[[ DATASET EXCERPTS, beginning ]]

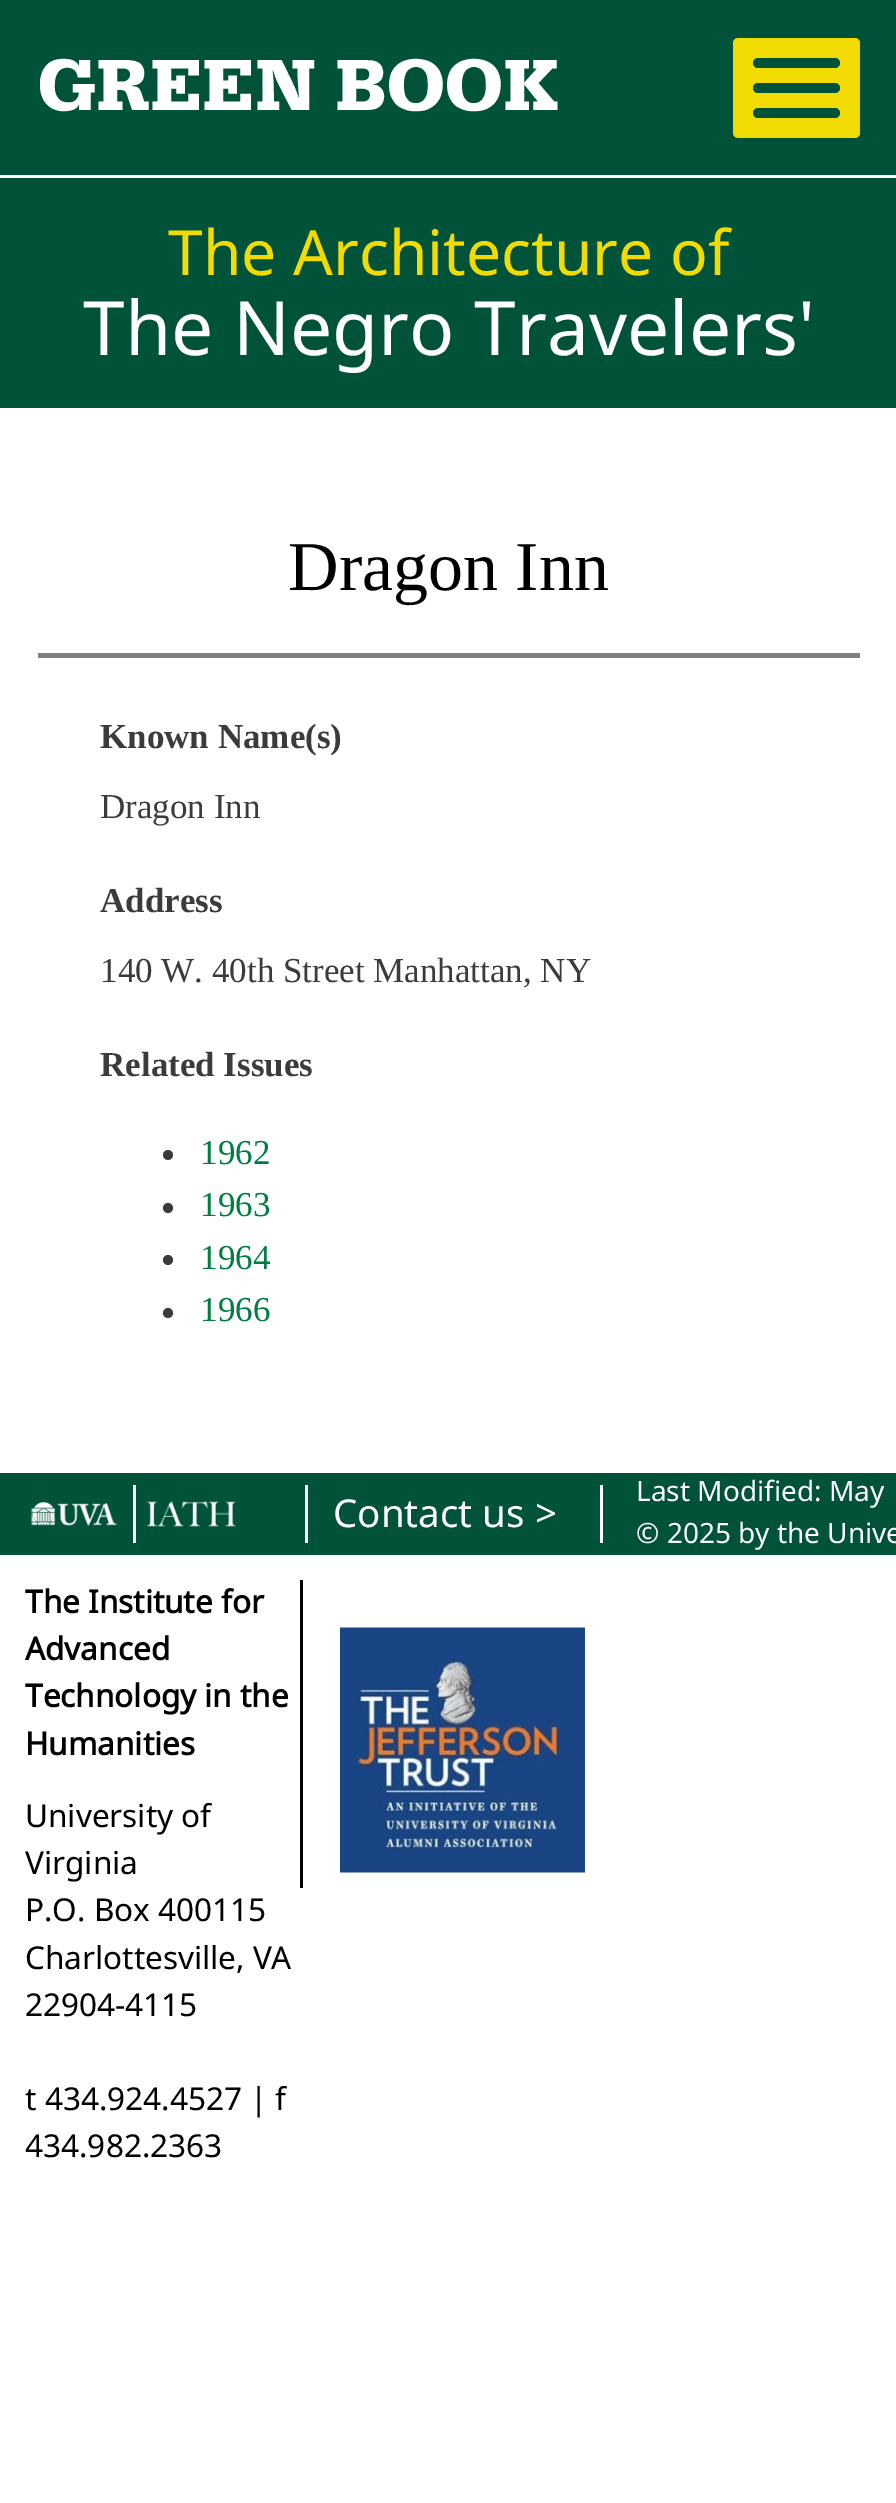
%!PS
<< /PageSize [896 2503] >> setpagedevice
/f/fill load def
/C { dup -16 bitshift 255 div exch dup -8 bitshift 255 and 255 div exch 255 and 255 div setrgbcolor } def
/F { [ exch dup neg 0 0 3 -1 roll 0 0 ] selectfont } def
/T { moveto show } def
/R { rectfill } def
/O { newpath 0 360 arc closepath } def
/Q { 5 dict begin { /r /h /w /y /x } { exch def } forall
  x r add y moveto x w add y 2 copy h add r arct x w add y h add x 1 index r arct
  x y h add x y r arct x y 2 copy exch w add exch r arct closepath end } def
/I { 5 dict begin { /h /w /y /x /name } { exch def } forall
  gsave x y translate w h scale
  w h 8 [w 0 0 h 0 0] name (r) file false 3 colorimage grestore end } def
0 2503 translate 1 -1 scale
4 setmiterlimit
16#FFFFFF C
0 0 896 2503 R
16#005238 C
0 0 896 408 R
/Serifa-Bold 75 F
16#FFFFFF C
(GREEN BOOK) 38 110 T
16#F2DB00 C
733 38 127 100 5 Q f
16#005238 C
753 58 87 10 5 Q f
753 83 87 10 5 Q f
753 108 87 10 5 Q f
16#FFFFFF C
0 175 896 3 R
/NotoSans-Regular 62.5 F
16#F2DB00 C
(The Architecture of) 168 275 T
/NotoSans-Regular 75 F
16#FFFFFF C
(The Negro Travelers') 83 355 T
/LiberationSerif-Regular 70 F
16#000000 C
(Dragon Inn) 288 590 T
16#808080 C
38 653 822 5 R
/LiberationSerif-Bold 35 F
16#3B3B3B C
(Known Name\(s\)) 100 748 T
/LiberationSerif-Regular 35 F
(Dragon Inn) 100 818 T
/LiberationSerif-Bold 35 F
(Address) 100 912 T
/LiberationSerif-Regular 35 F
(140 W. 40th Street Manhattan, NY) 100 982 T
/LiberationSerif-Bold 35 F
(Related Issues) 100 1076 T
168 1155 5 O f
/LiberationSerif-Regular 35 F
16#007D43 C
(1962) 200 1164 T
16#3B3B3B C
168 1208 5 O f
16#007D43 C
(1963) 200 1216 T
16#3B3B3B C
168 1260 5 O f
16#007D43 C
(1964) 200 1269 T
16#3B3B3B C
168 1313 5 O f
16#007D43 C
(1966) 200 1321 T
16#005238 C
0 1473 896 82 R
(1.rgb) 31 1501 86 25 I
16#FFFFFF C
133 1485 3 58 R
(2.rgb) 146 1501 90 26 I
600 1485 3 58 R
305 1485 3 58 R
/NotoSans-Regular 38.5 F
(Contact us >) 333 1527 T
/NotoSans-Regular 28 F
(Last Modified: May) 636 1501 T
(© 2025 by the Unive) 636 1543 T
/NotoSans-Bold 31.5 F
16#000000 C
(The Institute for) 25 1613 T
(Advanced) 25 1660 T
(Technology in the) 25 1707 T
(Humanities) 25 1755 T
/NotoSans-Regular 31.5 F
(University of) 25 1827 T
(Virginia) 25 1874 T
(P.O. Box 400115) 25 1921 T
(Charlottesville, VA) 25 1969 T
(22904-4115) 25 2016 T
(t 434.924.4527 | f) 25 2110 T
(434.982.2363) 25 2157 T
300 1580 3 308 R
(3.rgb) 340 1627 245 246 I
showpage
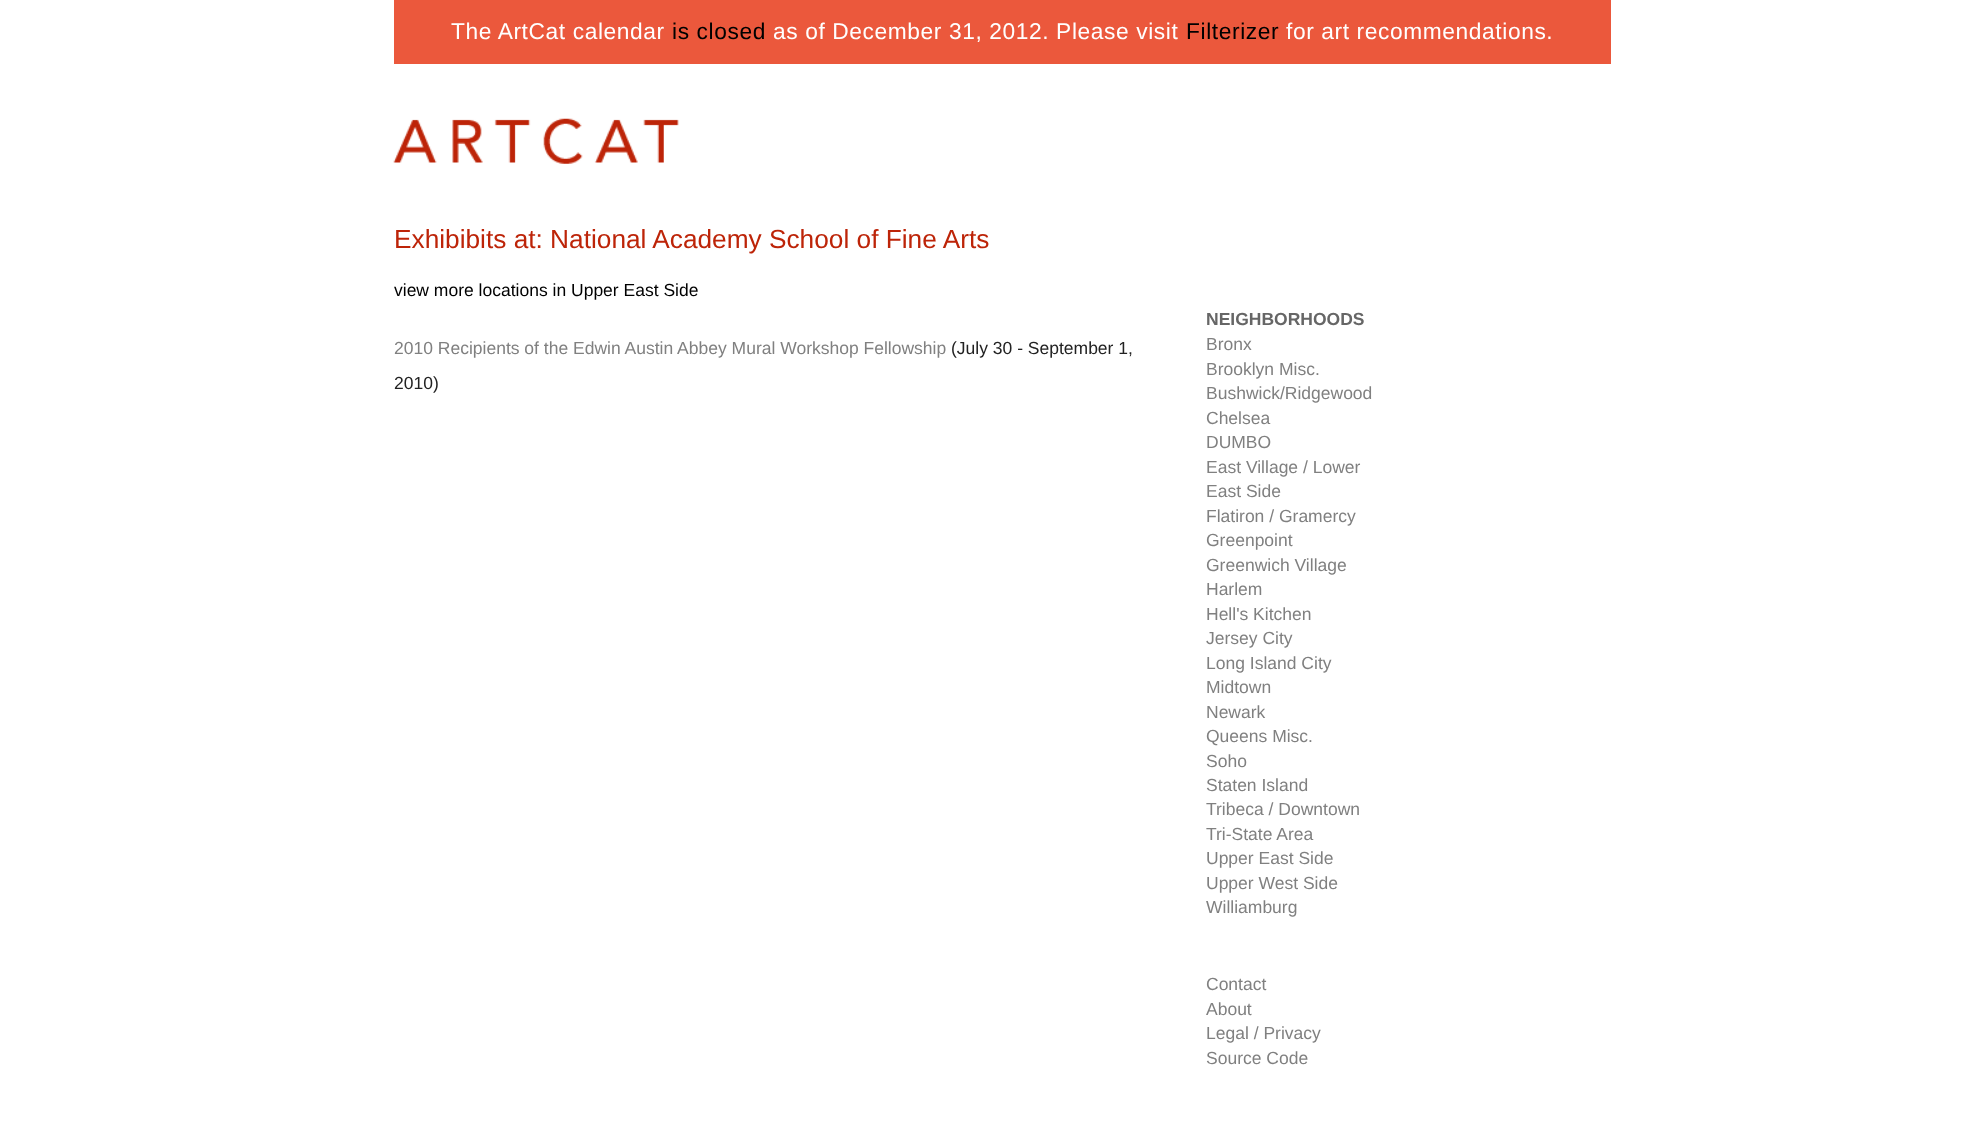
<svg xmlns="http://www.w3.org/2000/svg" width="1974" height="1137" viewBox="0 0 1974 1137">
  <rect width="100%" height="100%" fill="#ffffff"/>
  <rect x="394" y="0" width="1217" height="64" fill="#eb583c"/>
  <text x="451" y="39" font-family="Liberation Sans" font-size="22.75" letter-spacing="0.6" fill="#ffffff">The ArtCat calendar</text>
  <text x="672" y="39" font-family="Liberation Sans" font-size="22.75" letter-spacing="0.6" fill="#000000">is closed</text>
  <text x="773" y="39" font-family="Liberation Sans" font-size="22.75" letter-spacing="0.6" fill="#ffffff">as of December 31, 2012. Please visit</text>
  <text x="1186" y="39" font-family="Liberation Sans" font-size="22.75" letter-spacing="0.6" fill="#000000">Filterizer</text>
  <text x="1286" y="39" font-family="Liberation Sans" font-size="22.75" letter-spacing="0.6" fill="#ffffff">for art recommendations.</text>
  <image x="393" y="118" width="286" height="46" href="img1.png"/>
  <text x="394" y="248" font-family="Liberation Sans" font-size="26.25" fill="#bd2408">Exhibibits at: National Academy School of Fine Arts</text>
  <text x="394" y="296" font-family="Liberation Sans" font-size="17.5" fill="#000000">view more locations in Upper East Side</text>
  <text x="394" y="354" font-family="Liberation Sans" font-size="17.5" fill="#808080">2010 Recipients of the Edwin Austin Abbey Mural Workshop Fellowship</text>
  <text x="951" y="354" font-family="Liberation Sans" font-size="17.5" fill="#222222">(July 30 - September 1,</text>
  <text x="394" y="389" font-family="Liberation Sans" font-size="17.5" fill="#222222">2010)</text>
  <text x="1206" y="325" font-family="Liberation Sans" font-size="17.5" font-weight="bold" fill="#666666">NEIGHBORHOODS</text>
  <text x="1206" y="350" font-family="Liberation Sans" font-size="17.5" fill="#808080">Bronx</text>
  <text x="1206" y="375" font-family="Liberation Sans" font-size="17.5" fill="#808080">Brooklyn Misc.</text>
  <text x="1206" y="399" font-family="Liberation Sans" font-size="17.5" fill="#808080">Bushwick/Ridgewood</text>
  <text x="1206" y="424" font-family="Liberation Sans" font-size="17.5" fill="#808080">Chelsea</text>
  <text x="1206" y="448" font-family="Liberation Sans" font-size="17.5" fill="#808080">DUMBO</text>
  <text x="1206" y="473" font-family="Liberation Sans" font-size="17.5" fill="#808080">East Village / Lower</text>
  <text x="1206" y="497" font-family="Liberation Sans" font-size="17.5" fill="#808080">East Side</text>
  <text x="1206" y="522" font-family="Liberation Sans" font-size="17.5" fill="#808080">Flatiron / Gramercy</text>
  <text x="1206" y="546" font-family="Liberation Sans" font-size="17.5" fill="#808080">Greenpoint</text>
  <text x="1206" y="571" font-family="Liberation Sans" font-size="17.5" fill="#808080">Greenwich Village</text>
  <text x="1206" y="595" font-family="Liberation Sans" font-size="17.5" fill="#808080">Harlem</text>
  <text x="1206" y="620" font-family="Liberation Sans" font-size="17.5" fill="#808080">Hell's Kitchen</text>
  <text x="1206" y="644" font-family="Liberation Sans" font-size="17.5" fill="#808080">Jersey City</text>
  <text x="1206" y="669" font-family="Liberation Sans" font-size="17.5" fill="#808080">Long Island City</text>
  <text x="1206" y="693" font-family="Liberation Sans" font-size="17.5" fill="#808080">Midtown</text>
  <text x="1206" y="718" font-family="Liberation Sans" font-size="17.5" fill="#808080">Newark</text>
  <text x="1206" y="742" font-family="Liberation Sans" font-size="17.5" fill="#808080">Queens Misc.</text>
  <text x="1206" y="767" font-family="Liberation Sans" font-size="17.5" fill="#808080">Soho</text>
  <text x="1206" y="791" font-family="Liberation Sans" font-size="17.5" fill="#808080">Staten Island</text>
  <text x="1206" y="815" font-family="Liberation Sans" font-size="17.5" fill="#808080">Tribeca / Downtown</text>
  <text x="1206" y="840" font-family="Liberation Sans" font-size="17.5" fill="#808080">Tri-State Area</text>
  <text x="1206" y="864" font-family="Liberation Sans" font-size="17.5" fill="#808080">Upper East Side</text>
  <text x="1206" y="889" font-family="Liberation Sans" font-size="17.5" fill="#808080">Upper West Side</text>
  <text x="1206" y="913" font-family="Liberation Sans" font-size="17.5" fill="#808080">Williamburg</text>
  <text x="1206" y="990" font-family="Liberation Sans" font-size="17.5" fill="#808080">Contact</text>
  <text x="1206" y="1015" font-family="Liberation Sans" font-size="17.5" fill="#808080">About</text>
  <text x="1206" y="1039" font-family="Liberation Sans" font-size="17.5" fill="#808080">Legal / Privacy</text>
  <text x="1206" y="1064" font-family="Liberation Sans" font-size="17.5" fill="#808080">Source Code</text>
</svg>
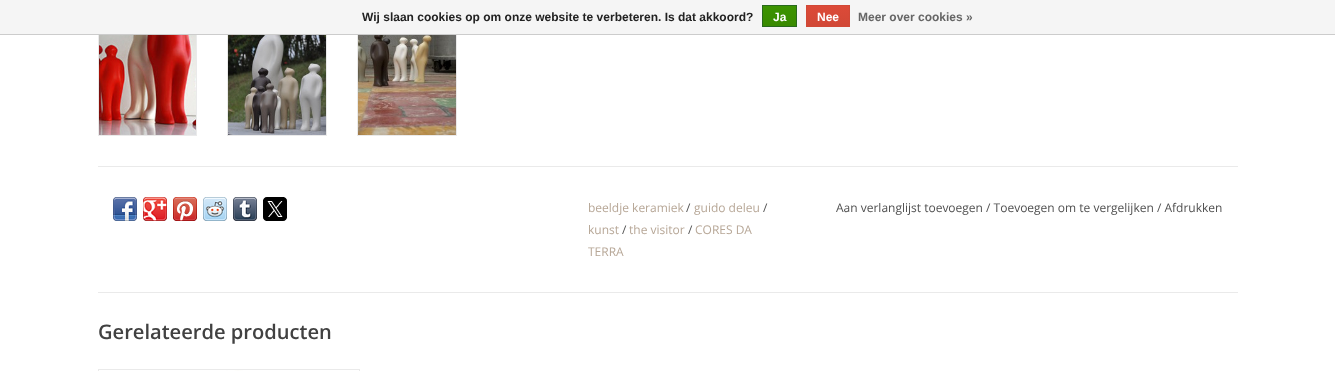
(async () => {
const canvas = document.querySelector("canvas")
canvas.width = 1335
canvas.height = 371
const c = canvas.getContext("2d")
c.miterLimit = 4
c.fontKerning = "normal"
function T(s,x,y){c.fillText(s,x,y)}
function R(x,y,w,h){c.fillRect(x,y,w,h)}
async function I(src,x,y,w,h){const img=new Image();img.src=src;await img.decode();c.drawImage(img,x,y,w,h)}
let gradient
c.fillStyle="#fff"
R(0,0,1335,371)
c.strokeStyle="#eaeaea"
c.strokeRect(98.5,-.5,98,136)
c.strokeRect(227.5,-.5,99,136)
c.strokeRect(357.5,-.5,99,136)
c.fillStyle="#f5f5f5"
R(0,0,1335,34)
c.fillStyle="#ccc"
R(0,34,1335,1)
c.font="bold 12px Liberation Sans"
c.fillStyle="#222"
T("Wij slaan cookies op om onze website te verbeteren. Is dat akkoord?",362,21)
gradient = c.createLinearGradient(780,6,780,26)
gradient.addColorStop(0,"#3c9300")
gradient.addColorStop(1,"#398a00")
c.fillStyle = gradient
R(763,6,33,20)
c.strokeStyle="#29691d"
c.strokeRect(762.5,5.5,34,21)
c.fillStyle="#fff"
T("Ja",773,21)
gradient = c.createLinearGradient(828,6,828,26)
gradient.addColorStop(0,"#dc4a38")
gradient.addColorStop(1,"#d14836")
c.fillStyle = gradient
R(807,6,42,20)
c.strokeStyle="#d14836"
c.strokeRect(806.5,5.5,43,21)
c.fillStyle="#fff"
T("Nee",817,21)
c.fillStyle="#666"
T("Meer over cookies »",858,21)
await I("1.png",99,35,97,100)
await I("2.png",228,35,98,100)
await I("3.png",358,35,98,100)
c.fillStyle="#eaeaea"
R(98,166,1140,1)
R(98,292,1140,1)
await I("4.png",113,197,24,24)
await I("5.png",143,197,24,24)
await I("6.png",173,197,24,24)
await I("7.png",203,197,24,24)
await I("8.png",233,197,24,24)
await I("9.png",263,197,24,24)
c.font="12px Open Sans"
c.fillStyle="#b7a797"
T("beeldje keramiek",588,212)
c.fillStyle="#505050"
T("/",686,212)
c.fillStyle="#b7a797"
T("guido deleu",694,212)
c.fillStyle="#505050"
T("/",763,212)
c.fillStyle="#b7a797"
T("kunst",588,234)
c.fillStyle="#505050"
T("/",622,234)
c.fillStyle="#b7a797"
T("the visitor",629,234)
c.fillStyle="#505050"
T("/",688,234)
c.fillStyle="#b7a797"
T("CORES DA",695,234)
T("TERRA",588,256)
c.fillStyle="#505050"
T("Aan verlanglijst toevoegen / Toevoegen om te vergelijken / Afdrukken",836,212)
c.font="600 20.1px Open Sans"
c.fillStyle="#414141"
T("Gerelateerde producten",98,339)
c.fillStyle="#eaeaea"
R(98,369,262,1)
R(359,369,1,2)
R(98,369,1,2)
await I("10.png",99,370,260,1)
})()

[[ DATASET EXCERPTS, end ]]

§ **WHAT THE TASK ASKS**
Filter the material above down to the lines that hold the word "translate".

§ **YOUR SOLUTION**
  gsave x y translate w h scale
0 2503 translate 1 -1 scale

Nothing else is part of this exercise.